-------- PROVIDED ENTRIES

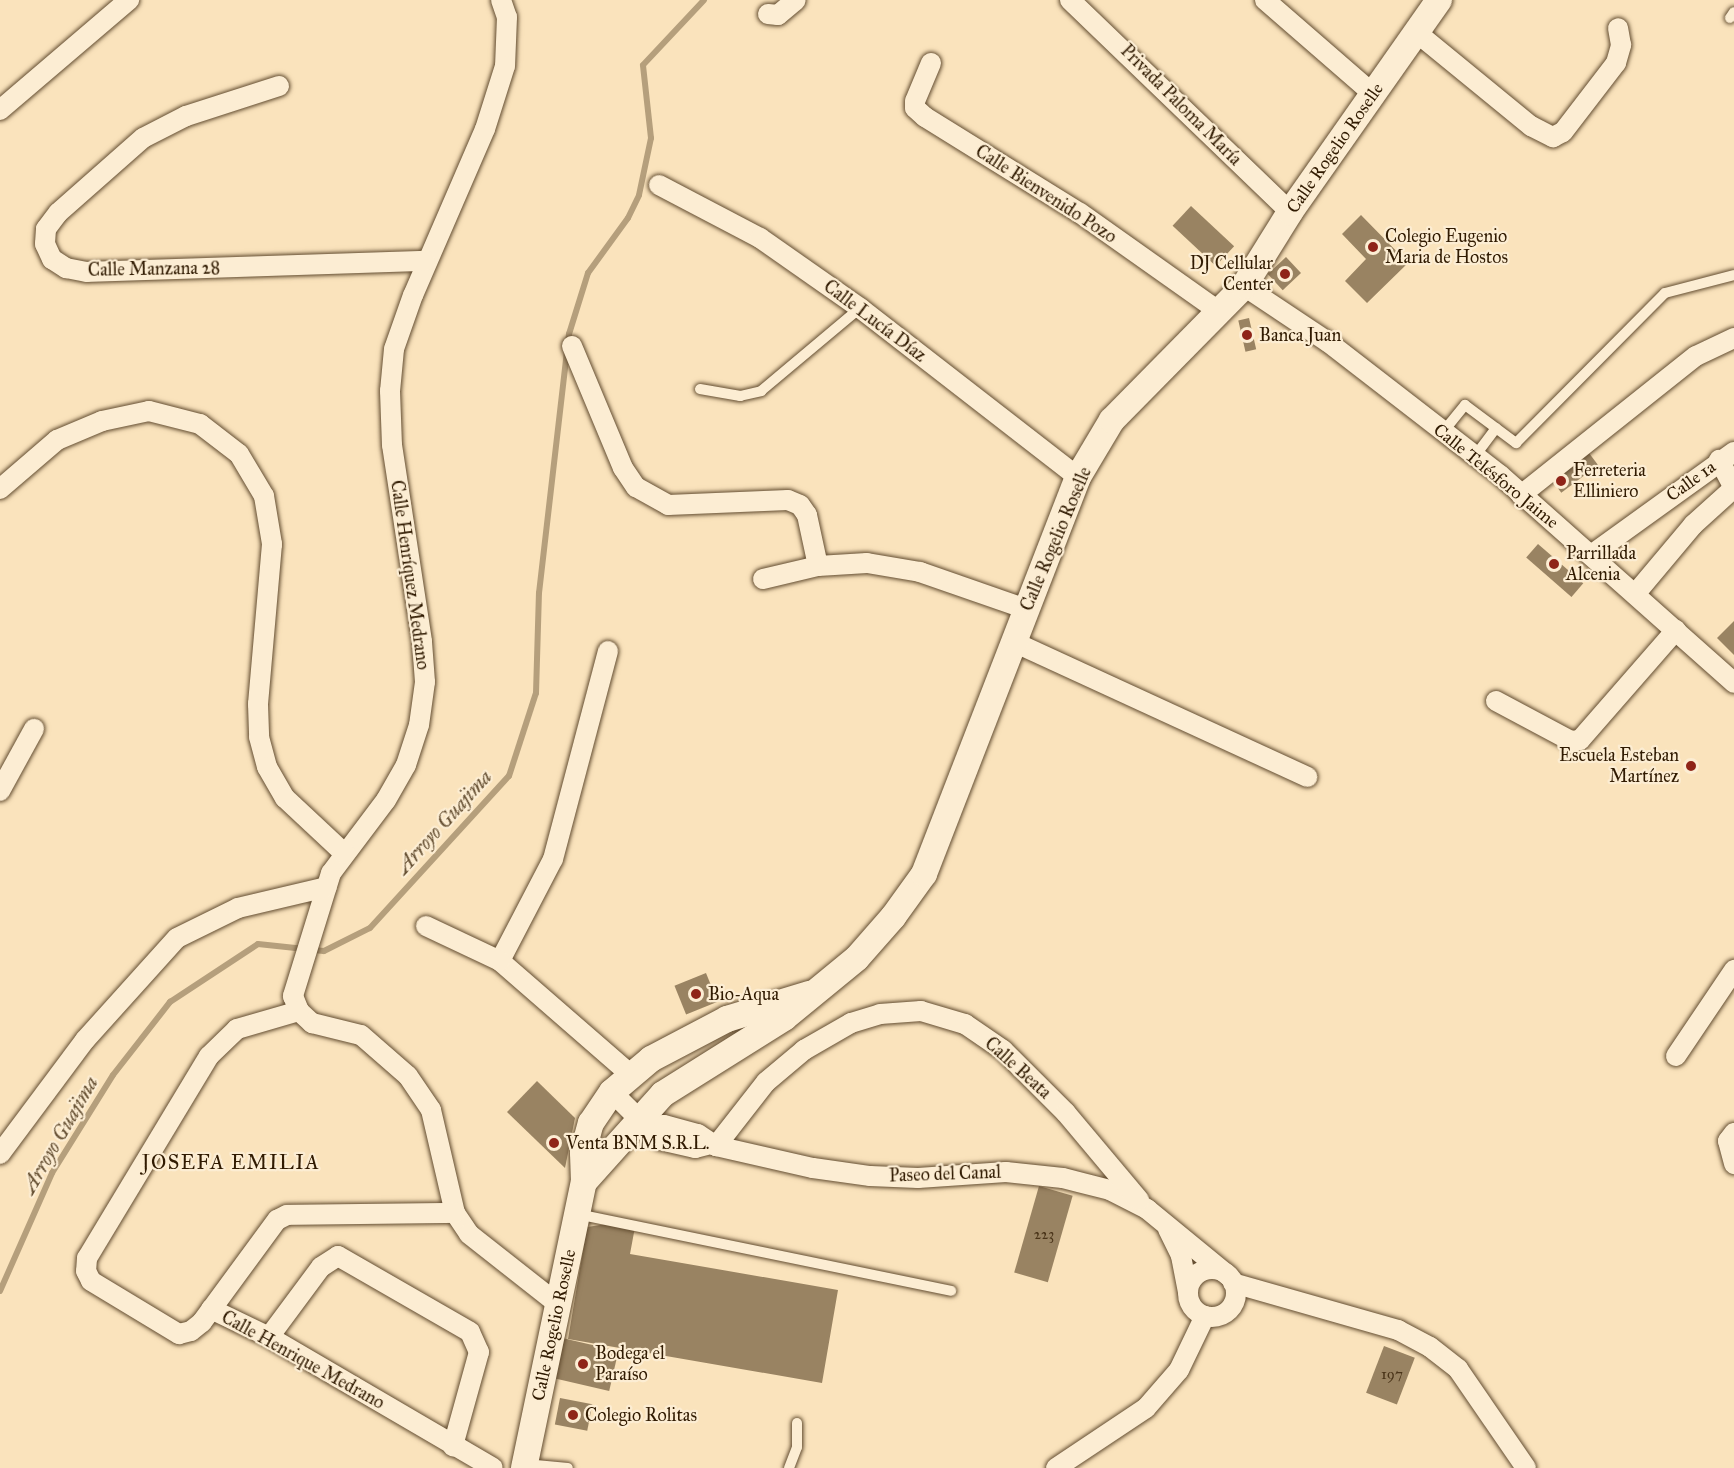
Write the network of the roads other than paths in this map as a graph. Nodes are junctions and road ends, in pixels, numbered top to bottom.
1 (129, 0) edge
2 (501, 0) edge
3 (796, 0) edge
4 (1070, 0) edge
5 (1265, 0) edge
6 (1439, 0) edge
7 (768, 14) dead end
8 (1618, 28) dead end
9 (1416, 32) junction
10 (931, 63) dead end
11 (279, 86) dead end
12 (1373, 94) junction
13 (0, 110) edge
14 (659, 185) dead end
15 (1290, 212) junction
16 (426, 261) junction
17 (1734, 275) edge
18 (1244, 286) junction
19 (860, 308) junction
20 (1217, 310) junction
21 (1734, 338) edge
22 (572, 346) dead end
23 (700, 388) dead end
24 (1496, 428) junction
25 (1443, 432) junction
26 (1475, 456) junction
27 (1726, 456) edge
28 (1078, 477) junction
29 (0, 489) edge
30 (1521, 495) junction
31 (1591, 555) junction
32 (818, 566) junction
33 (763, 579) dead end
34 (1636, 593) junction
35 (1026, 609) junction
36 (1676, 630) junction
37 (1014, 642) junction
38 (608, 651) dead end
39 (1734, 683) edge
40 (1496, 700) dead end
41 (34, 729) dead end
42 (1307, 777) dead end
43 (0, 791) edge
44 (344, 853) junction
45 (327, 887) junction
46 (426, 926) dead end
47 (500, 962) junction
48 (1734, 970) edge
49 (815, 993) junction
50 (298, 1011) junction
51 (1676, 1056) dead end
52 (630, 1074) junction
53 (612, 1092) junction
54 (645, 1124) junction
55 (1734, 1133) edge
56 (713, 1145) junction
57 (0, 1154) edge
58 (1734, 1164) edge
59 (584, 1182) junction
60 (1147, 1209) junction
61 (455, 1213) junction
62 (577, 1214) junction
63 (1168, 1229) junction
64 (1231, 1279) junction
65 (951, 1291) dead end
66 (1188, 1292) junction
67 (558, 1305) junction
68 (211, 1309) junction
69 (1205, 1316) junction
70 (269, 1337) junction
71 (797, 1423) dead end
72 (453, 1446) junction
73 (524, 1466) edge
74 (493, 1468) edge
75 (568, 1468) edge
76 (789, 1468) edge
77 (1056, 1468) edge
78 (1526, 1468) edge

1 - 13 street
2 - 16 street, Calle Henríquez Medrano
3 - 7 street
4 - 15 street, Privada Paloma María
5 - 12 street
6 - 9 street, Calle Rogelio Roselle
8 - 9 street
9 - 12 street, Calle Rogelio Roselle
10 - 20 street, Calle Bienvenido Pozo
11 - 16 street, Calle Manzana 28
12 - 15 street, Calle Rogelio Roselle
14 - 19 street, Calle Lucía Díaz
15 - 18 street, Calle Rogelio Roselle
16 - 44 street, Calle Henríquez Medrano
17 - 24 lane
18 - 20 street, Calle Rogelio Roselle
18 - 25 street, Calle Telésforo Jaime
19 - 23 lane
19 - 28 street, Calle Lucía Díaz
20 - 28 street, Calle Rogelio Roselle
21 - 30 street
22 - 32 street
24 - 25 lane
24 - 26 lane
25 - 26 street, Calle Telésforo Jaime
26 - 30 street, Calle Telésforo Jaime
27 - 31 street, Calle 1a
27 - 34 street
28 - 35 street, Calle Rogelio Roselle
29 - 44 street
30 - 31 street, Calle Telésforo Jaime
31 - 34 street, Calle Telésforo Jaime
32 - 33 street
32 - 35 street
34 - 36 street, Calle Telésforo Jaime
35 - 37 street, Calle Rogelio Roselle
36 - 39 street, Calle Telésforo Jaime
36 - 40 street
37 - 42 street
37 - 49 street, Calle Rogelio Roselle
38 - 47 street
41 - 43 street
44 - 45 street, Calle Henríquez Medrano
45 - 50 street, Calle Henríquez Medrano
45 - 57 street
46 - 47 street
47 - 52 street
48 - 51 street
49 - 52 street, Calle Rogelio Roselle
49 - 54 street, Calle Rogelio Roselle
50 - 61 street
50 - 68 street, Calle Henrique Medrano
52 - 53 street, Calle Rogelio Roselle
53 - 54 street
53 - 59 street, Calle Rogelio Roselle
54 - 56 street, Paseo del Canal
54 - 59 street, Calle Rogelio Roselle
55 - 58 street
56 - 60 street, Paseo del Canal
56 - 60 street, Calle Beata
59 - 62 street, Calle Rogelio Roselle
60 - 63 street, Paseo del Canal
61 - 67 street
61 - 68 street
62 - 65 lane
62 - 67 street, Calle Rogelio Roselle
63 - 64 street, Paseo del Canal
63 - 66 street, Paseo del Canal
64 - 66 street
64 - 69 street
64 - 78 street, Paseo del Canal
66 - 69 street
67 - 73 street, Calle Rogelio Roselle
68 - 70 street, Calle Henrique Medrano
69 - 77 street
70 - 72 street, Calle Henrique Medrano
70 - 72 street
71 - 76 lane
72 - 74 street, Calle Henrique Medrano
73 - 75 lane

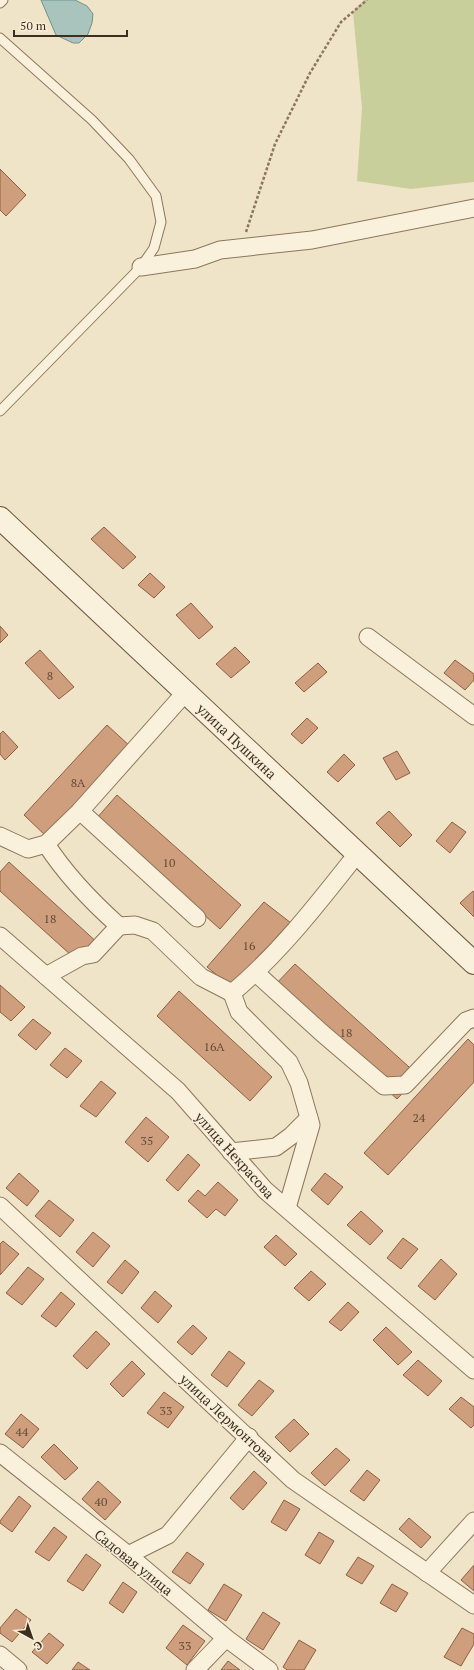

----------------

[PROBLEM TO SOLVE]
Please filter the entries above down to the lines holding "Henríquez" and copy them.

[SOLUTION TO THE PROBLEM]
2 - 16 street, Calle Henríquez Medrano
16 - 44 street, Calle Henríquez Medrano
44 - 45 street, Calle Henríquez Medrano
45 - 50 street, Calle Henríquez Medrano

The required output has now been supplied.